Es ist an der Zeit, dass die Fed die Kontrolle über die finanziellen Bedingungen übernimmt
Die Fed hat die Leitzinsen bereits deutlich angehoben. Aber es sieht so aus, als ob die Fed nur etwa die Hälfte von dem getan hätte, was sie wirklich getan hat. Der nachlaufende Leitzins zieht rapide an und wird sich erheblich auf die Wirtschaft auswirken.
Will Powell die Belastung für die Wirtschaft von morgen noch weiter vergrößern?
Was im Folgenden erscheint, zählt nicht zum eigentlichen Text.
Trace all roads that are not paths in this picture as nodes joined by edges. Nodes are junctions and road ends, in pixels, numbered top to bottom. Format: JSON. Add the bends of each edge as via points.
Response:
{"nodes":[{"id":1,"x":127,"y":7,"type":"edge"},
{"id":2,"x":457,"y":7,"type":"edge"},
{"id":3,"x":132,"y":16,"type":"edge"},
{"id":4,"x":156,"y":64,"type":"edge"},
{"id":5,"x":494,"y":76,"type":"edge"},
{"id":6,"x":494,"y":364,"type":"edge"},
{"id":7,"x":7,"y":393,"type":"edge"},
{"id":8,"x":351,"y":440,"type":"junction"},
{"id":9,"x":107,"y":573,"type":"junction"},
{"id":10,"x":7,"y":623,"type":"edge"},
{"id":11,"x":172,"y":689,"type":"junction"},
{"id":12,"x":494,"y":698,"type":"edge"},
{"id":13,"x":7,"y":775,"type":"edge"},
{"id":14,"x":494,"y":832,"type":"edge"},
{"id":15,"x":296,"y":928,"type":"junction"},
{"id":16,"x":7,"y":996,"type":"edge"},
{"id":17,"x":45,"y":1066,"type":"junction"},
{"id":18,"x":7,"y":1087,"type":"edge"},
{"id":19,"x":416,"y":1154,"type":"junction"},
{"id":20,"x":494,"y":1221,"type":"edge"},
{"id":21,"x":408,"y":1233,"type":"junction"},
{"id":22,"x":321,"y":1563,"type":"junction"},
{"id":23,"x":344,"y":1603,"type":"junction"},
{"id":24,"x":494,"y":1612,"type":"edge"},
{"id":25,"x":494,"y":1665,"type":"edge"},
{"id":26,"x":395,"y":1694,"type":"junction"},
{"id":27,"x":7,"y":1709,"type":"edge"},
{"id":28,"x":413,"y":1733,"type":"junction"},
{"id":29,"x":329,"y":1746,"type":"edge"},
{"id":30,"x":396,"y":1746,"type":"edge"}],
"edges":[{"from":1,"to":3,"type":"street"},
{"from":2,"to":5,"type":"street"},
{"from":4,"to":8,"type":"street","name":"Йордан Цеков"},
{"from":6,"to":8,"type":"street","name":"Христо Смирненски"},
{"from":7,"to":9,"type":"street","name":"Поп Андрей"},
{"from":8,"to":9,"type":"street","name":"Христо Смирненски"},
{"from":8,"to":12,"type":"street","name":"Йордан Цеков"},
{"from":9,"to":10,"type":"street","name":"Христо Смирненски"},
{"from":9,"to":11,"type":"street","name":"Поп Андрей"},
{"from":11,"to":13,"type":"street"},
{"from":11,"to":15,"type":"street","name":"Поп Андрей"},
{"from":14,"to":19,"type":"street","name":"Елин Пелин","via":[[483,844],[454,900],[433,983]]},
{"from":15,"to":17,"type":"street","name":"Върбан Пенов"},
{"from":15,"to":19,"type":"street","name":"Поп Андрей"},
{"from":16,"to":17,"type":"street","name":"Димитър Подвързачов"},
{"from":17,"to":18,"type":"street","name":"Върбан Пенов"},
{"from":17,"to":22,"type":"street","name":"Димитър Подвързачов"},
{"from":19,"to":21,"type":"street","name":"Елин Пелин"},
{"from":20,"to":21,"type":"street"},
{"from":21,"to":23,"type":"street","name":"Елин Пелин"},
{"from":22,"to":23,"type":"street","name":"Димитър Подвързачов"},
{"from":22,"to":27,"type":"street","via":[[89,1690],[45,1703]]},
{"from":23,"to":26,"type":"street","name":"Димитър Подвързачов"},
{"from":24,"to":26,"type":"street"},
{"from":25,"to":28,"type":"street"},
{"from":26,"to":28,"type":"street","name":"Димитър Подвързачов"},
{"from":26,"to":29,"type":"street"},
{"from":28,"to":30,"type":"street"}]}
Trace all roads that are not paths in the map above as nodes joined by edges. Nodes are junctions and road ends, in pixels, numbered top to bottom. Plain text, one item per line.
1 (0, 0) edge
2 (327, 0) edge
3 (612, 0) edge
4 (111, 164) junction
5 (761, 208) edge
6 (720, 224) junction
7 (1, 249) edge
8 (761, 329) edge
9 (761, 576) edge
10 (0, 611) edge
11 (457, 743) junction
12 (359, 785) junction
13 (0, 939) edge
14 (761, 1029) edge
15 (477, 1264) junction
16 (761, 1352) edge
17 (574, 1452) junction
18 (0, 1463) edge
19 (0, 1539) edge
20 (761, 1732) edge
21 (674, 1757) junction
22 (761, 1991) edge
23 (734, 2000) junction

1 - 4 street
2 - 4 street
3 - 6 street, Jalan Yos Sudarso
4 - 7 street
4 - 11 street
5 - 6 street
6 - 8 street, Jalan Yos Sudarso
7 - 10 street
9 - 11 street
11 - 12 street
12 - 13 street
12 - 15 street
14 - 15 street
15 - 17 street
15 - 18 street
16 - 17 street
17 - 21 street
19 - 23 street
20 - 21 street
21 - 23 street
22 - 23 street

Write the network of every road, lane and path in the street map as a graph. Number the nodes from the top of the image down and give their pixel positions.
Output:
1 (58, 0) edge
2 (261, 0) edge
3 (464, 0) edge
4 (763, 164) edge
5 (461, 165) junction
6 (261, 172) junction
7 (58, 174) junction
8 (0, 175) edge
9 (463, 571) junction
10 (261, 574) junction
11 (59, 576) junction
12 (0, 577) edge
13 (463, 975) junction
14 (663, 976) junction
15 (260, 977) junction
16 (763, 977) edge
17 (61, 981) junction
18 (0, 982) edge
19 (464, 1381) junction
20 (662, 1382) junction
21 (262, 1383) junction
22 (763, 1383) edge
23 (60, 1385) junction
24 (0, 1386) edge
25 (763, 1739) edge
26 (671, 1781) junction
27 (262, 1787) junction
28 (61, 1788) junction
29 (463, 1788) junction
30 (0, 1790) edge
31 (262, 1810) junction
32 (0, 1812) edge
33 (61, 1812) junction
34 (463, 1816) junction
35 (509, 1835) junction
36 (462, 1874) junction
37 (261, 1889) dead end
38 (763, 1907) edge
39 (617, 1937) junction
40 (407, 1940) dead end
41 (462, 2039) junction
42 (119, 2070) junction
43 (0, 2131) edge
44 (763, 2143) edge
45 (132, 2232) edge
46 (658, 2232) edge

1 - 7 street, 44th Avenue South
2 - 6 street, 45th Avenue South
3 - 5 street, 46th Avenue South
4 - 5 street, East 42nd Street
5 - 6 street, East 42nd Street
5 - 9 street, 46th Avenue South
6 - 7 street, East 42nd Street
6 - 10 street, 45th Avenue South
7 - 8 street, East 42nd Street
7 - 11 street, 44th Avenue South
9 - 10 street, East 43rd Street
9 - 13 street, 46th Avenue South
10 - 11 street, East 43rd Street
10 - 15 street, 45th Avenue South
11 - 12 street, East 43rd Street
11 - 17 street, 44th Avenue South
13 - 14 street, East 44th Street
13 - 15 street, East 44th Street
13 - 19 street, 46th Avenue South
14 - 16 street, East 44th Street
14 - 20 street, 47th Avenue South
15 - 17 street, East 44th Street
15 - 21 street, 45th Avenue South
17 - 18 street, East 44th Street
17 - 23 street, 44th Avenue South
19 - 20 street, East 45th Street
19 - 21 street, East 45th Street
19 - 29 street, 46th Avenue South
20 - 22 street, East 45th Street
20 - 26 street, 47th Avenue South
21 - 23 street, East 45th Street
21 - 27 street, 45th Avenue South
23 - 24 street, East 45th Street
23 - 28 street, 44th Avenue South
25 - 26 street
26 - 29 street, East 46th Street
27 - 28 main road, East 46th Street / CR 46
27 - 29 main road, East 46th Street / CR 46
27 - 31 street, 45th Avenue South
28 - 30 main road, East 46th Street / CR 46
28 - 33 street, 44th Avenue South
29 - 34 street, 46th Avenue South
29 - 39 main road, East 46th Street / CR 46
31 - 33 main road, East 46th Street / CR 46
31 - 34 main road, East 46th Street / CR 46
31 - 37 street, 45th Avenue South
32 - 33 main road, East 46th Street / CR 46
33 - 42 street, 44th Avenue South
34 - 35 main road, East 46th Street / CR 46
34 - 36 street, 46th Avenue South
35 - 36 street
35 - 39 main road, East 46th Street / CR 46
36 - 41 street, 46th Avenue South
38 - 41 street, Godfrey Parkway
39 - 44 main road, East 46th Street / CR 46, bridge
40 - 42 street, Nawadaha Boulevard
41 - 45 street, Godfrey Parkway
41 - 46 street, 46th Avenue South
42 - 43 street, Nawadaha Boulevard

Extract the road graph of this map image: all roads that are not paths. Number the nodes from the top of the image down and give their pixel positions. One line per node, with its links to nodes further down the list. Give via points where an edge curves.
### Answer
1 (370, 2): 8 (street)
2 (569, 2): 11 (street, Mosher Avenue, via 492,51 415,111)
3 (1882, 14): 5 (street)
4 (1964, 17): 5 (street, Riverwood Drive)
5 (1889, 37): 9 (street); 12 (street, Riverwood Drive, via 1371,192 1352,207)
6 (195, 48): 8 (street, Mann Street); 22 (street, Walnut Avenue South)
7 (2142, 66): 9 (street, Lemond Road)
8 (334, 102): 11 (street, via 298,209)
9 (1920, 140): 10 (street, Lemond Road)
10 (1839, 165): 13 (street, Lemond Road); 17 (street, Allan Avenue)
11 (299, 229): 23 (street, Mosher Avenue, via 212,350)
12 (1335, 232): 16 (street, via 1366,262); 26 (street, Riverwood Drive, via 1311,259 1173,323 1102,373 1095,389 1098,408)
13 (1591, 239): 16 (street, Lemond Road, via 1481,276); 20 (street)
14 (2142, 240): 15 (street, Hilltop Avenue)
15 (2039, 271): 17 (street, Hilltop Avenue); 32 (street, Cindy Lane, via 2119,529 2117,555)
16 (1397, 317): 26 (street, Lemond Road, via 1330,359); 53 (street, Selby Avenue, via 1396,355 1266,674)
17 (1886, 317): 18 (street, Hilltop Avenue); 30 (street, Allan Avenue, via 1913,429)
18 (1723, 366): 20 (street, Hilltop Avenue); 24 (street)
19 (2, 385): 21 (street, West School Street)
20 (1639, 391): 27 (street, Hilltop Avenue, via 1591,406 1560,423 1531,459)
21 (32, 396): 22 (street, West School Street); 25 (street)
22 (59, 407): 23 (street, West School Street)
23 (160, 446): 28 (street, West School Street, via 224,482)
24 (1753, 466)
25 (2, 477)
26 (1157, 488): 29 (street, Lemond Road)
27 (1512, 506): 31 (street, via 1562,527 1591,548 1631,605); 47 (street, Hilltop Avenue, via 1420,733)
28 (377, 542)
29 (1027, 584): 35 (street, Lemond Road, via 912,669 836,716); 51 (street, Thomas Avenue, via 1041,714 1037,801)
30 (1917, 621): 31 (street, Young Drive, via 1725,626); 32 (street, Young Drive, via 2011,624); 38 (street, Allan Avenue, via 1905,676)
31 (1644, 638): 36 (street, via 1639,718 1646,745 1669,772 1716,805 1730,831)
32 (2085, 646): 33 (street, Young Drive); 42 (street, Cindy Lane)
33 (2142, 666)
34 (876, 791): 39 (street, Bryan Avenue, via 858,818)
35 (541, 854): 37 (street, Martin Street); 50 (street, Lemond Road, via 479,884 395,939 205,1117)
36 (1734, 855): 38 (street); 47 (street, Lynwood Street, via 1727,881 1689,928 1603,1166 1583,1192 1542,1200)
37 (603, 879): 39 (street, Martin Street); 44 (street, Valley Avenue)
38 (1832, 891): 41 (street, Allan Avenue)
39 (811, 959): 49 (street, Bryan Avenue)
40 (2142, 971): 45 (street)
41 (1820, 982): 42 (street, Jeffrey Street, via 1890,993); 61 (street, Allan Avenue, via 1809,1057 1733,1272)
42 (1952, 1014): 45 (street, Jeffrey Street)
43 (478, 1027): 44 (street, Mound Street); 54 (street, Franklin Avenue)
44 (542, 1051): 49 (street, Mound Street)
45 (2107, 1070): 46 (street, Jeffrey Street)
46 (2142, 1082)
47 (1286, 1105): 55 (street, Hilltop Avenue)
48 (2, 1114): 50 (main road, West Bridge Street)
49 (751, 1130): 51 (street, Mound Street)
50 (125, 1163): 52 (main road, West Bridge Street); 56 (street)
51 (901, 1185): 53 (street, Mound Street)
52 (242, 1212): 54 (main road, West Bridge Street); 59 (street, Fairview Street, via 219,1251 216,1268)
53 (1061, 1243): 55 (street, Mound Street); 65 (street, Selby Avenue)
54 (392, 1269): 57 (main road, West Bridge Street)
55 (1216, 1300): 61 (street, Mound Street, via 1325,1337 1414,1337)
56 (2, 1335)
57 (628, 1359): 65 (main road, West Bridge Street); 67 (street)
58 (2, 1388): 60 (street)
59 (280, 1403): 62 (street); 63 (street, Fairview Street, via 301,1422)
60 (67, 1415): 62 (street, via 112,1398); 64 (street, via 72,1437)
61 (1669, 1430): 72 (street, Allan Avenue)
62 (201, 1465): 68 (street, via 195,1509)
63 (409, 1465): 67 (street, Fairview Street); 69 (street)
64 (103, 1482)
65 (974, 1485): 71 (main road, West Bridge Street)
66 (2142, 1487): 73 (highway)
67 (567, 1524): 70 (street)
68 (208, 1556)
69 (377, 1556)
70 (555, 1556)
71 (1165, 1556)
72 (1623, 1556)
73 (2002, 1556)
Oder will er warten, bis frühere Zinserhöhungen ihre volle Wirkung entfalten?
Bei unseren Überlegungen zu dieser Frage sollten wir bedenken, dass die Hebelwirkung im System enorm ist und dass höhere Leitzinsen erhebliche finanzielle Schwierigkeiten nach sich ziehen können. Folglich sollte Jerome Powell darauf abzielen, die Inflation mittels schwächerer "finanzieller Bedingungen" zu kontrollieren, da es immer gefährlicher wird, den Fed Funds-Knüppel zu schwingen.
Die Finanzmärkte sind ein wichtiges Mittel, um die Geldpolitik auf die Wirtschaft im weitere Sinn zu übertragen. So werden höhere Aktienkurse, die Powell als "ungerechtfertigte Lockerung der finanziellen Bedingungen" bezeichnet, die von einer geldpolitisch zahmen Fed angetrieben werden, die Inflation weiter anheizen und die Fed zwingen, ihren aggressiven Pfad weiter zu verfolgen.
Wenn Jerome Powell und die Fed ihren sehr aggressiven Ton beibehalten und über einen längeren Zeitraum mit höheren Zinsen drohen, könnte der Aktienmarkt nachgeben und die finanziellen Bedingungen straffen. Ein lautes und hawkishes Auftreten würde die Bemühungen der Fed unterstützen, die Inflation einzudämmen, ohne eine weitere finanzielle und wirtschaftliche Katastrophe zu riskieren.
Fazit
Der Weg in die Zukunft ist für die Fed mit erheblichen Risiken behaftet. Einerseits besteht die Gefahr, dass sie in Bezug auf die eigentliche Politik zur Normalisierung der Inflation nicht genug tut. Andererseits könnten die Notenbanker die Zinsen zu stark anheben und eine Finanzkrise auslösen.
In Anbetracht der verzögerten Wirkung früherer Zinserhöhungen und der massiven Verschuldung der Wirtschaft ist unser Rat an Jerome Powell, sich sehr lautstark zu äußern, aber nur begrenzte weitere Maßnahmen in Bezug auf Zinserhöhungen zu ergreifen. Wenn Powell unseren Rat befolgt und ein kräftiges Wort spricht, könnte der Aktienmarkt auf die Tiefststände vom Oktober letzten Jahres oder sogar noch tiefer zurückkehren. Unabhängig davon, ob solche Maßnahmen ergriffen werden, wird das Gerede von mehr quantitativer Straffung und höheren Leitzinsen die Anleger verschrecken.
Wenn wir uns in Powells Lage hineinversetzen und die von ihm zu treffenden Entscheidungen abwägen, können wir besser einschätzen, was die Zukunft bringen wird.